Below is an excerpt from the VA ratings. Ok ladies and gents, here are my questions: What in the hell does the below excerpt mean?? I'm being admitted for the ablation, but it's only overnight, and according to the EP will more than likely be on anti-arrhythmic medication for the rest of my life, even after the procedure. Is this something I can claim, and if it is, how in the world would I know what category I fall into? Does the ablation procedure count separately from the high blood pressure claim, since the anti-arrhythmic med will take care of both? I know there are a couple of people on this site that had cardiac ablations done in the past; hopefully you're still out there and can fill me in on how you handled everything. Thanks to anyone that can help decipher the below excerpt for me. Because the way I read it, I would get 100% and I know that's not right! LOL.
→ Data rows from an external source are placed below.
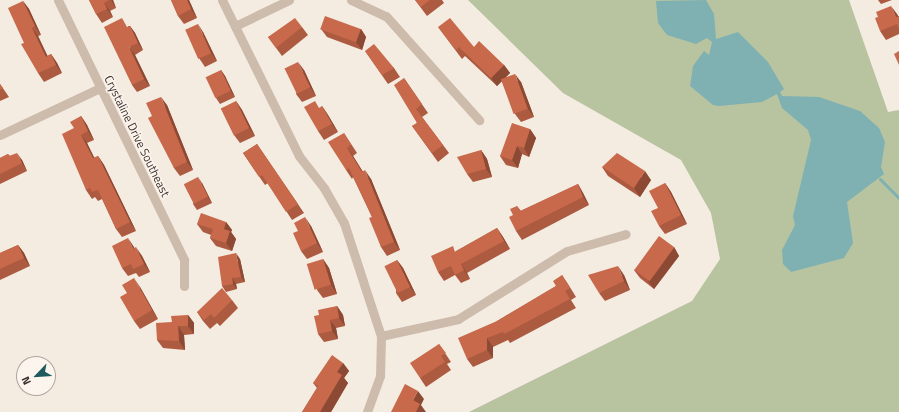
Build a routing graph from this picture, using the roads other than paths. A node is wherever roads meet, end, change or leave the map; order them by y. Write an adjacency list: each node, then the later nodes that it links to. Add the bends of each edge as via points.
1 (58, 0): 6 (street, Crystaline Drive Southeast)
2 (222, 0): 5 (street)
3 (290, 0): 5 (street)
4 (351, 0): 7 (street, via 386,16)
5 (235, 26): 11 (street, via 244,51 299,156 324,188 344,223)
6 (100, 88): 8 (street); 10 (street, Crystaline Drive Southeast, via 184,260)
7 (479, 120)
8 (0, 135)
9 (626, 234): 11 (street, via 567,251 458,319)
10 (184, 286)
11 (382, 336): 12 (street, via 380,376)
12 (367, 412)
7011 Ventricular arrhythmias (sustained):
For indefinite period from date of hospital admission for initial evaluation
and medical therapy for a sustained ventricular arrhythmia, or; for
indefinite period from date of hospital admission for ventricular
aneurysmectomy, or; with an automatic implantable Cardioverter-
Defibrillator (AICD) in place........................................................................... 100
Chronic congestive heart failure, or; workload of 3 METs or less results
in dyspnea, fatigue, angina, dizziness, or syncope, or; left ventricular
dysfunction with an ejection fraction of less than 30 percent.......................... 100
More than one episode of acute congestive heart failure in the past year,
or; workload of greater than 3 METs but not greater than 5 METs
results in dyspnea, fatigue, angina, dizziness, or syncope, or; left
ventricular dysfunction with an ejection fraction of 30 to 50 percent............... 60
Workload of greater than 5 METs but not greater than 7 METs results in
dyspnea, fatigue, angina, dizziness, or syncope, or; evidence of
cardiac hypertrophy or dilatation on electrocardiogram,
echocardiogram, or X-ray.............................................................................
...... 30
Workload of greater than 7 METs but not greater than 10 METs results
in dyspnea, fatigue, angina, dizziness, or syncope, or;
continuous medication required........................................................................
.. 10
Note: A rating of 100 percent shall be assigned from the date of hospital admission for initial evaluation and medical therapy for a sustained ventricular arrhythmia or for ventricular aneurysmectomy. Six months following discharge, the appropriate disability rating shall be determined by mandatory VA examination. Any change in evaluation based upon that or any subsequent examination shall be subject to the provisions of §3.105(e) of this chapter.